Currently, information obtained from other patients is used to predict the effects of HIV mutations on drug effectiveness. Built cumulatively through clinical experience, this knowledge is useful but has limitations. For example, it is unable to provide answers when the virus develops a mutation which hasn't previously been recorded. The method created by BSC and IrsiCaixa overcomes these drawbacks by providing predictions based on the characteristics of each genetic mutation and on the changes which the mutation produces in the virus' proteins which act as targets for the drugs.
The BSC-IrsiCaixa method combines HIV DNA sequencing, identification of genetic mutations, computational protein modelling and the simulation of drugs binding with the proteins of the virus. The entire bioinformatics analysis can be performed in fewer than 24 hours on relatively small-scale computing equipment available to any laboratory. One of the main features of the system is the use of PELE, a piece of software developed at BSC to predict how drugs will interact with their targets, which has been shown to have competitive advantages over commercially available software.

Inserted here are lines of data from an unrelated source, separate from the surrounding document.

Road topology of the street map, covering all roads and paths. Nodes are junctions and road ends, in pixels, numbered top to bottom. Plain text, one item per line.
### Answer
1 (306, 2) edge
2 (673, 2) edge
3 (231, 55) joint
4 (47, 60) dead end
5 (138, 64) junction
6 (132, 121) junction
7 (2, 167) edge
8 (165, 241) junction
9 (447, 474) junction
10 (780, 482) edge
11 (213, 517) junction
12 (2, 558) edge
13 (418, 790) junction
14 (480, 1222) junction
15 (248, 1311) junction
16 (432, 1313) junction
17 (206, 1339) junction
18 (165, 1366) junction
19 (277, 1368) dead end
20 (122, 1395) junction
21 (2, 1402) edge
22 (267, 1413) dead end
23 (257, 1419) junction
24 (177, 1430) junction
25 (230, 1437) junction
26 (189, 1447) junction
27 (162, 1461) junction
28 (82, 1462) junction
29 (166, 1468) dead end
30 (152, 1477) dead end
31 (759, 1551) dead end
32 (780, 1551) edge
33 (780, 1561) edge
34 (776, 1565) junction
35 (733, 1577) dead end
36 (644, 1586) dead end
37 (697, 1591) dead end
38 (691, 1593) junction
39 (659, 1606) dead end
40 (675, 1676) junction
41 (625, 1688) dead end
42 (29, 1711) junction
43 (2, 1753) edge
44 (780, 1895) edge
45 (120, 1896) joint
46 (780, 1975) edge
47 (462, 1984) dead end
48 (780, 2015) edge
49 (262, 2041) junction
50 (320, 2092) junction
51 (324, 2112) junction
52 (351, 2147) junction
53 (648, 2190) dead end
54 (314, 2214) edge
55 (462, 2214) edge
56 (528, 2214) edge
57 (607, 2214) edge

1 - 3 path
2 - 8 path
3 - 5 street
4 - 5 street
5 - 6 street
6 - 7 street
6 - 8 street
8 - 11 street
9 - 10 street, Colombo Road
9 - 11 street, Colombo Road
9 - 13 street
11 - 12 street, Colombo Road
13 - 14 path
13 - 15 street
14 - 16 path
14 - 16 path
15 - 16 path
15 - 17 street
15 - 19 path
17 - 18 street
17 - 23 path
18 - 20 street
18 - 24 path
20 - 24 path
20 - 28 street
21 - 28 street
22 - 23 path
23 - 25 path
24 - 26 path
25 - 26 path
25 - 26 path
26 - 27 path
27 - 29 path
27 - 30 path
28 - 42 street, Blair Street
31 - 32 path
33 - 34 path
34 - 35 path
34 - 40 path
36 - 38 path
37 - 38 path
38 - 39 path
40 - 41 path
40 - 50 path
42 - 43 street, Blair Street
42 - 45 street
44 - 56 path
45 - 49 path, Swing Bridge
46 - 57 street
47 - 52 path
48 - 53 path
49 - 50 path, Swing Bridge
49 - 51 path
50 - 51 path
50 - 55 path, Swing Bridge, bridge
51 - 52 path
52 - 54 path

BSC has created an automatic platform, available for free via the web, on which researchers can enter a patient's HIV-1 PR protease genomic sequence and predict the effectiveness of prescribing the drugs amprenavir and darunavir. For the moment, these are the only predictions available, pending advances in research on the effect of HIV mutations on other proteins within the virus and interactions with other antiretroviral drugs.
BSC researcher Victor Guallar, who appears as principal investigator in the article published in theJournal of Chemical Information and Modelingand is the lead developer of PELE, explains that "this system is one of the first tangible steps in the area of what will eventually be personalised medicine, where treatment will be decided following genetic analysis of the causes of the disease in each patient and of which drug would be most effective in each individual case".
"In this study we demonstrate how to connect routine clinical diagnosis of HIV-1 with structural computer modelling. This is a multidisciplinary proof of concept which overcomes the limitations of current practice when deciding antiretroviral treatment and which, in addition, allows new drugs to be designed more quickly", added IrsiCaixa researcher Marc Noguera-Julian, who participated in the study.
The article is titled " Computational Prediction of HIV-1 Resistance to Protease Inhibitors ".